Radarwarga.id – Portal Berita Warga dan Informasi Terpopuler – 22 Mei 2026 | Presiden Prabowo Subianto baru-baru ini menyampaikan pidato krusial tentang Kebijakan Ekonomi Makro dan Pokok-Pokok Kebijakan Fiskal (KEM PPKF) di ruang Rapat Paripurna Dewan Perwakilan Rakyat Republik Indonesia (DPR RI). Pidato ini membawa semangat optimisme dan menatap peluang untuk memperkuat ketahanan bangsa. Dalam pidatonya, Presiden Prabowo menyebutkan bahwa pertumbuhan ekonomi Indonesia dapat tumbuh di kisaran 5,8% hingga 6,5% di tahun 2027 dan menuju pertumbuhan ekonomi 8% di tahun 2029.
Sementara itu, analis politik senior Boni Hargens memberikan respons atas usulan Komisi III DPR RI yang mendorong pembatasan masa jabatan Kapolri maksimal tiga tahun. Menurut Boni, usulan tersebut tidak sejalan dengan kerangka sistem presidensialisme di Indonesia dan mereduksi hak prerogatif presiden untuk menentukan orang nomor satu di Polri.
Di lain pihak, pimpinan DPRD Sidoarjo mendesak Dinas Pemberdayaan Masyarakat Desa (PMD) untuk memberi jaminan pelaksanaan Pemilihan Kepala Desa (Pilkades) Serentak yang akan digelar pada tanggal 24 Mei 2026 berjalan aman. Desakan ini menyusul puluhan Calon Kepala Desa (Cakades) dan Panitia Pilkades tidak menghadiri acara Deklarasi Pilkades Serentak Damai.

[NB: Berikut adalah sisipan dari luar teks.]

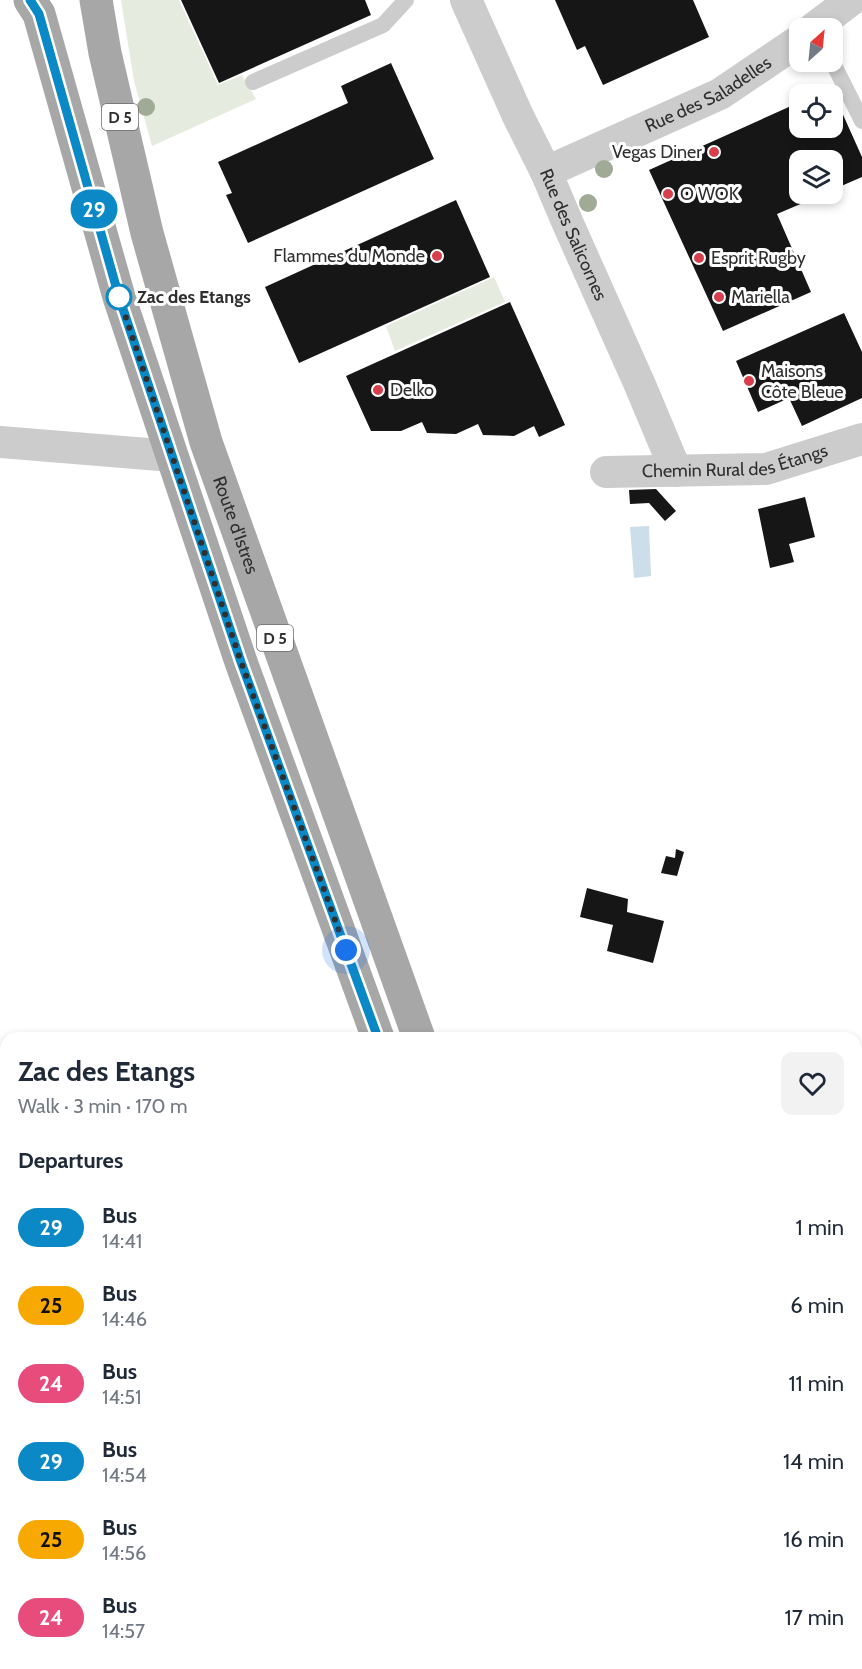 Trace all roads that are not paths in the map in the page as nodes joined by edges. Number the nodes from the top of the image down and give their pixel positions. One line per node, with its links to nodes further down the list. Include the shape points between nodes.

Terpisah dari itu, gaji ke-13 tahun 2024 untuk Aparatur Sipil Negara (ASN), pejabat negara, dan pensiunan akan segera dicairkan. Mekanisme pencairannya telah diatur dalam bentuk Peraturan Pemerintah (PP) yang ditetapkan pada tanggal 13 Maret 2024 lalu.
Kesimpulan dari berbagai dinamika kebijakan dan ketahanan bangsa ini menunjukkan bahwa pemerintah terus berupaya untuk memperkuat ketahanan bangsa dan meningkatkan kesejahteraan masyarakat. Dengan demikian, diharapkan Indonesia dapat terus maju dan berkembang dalam berbagai aspek.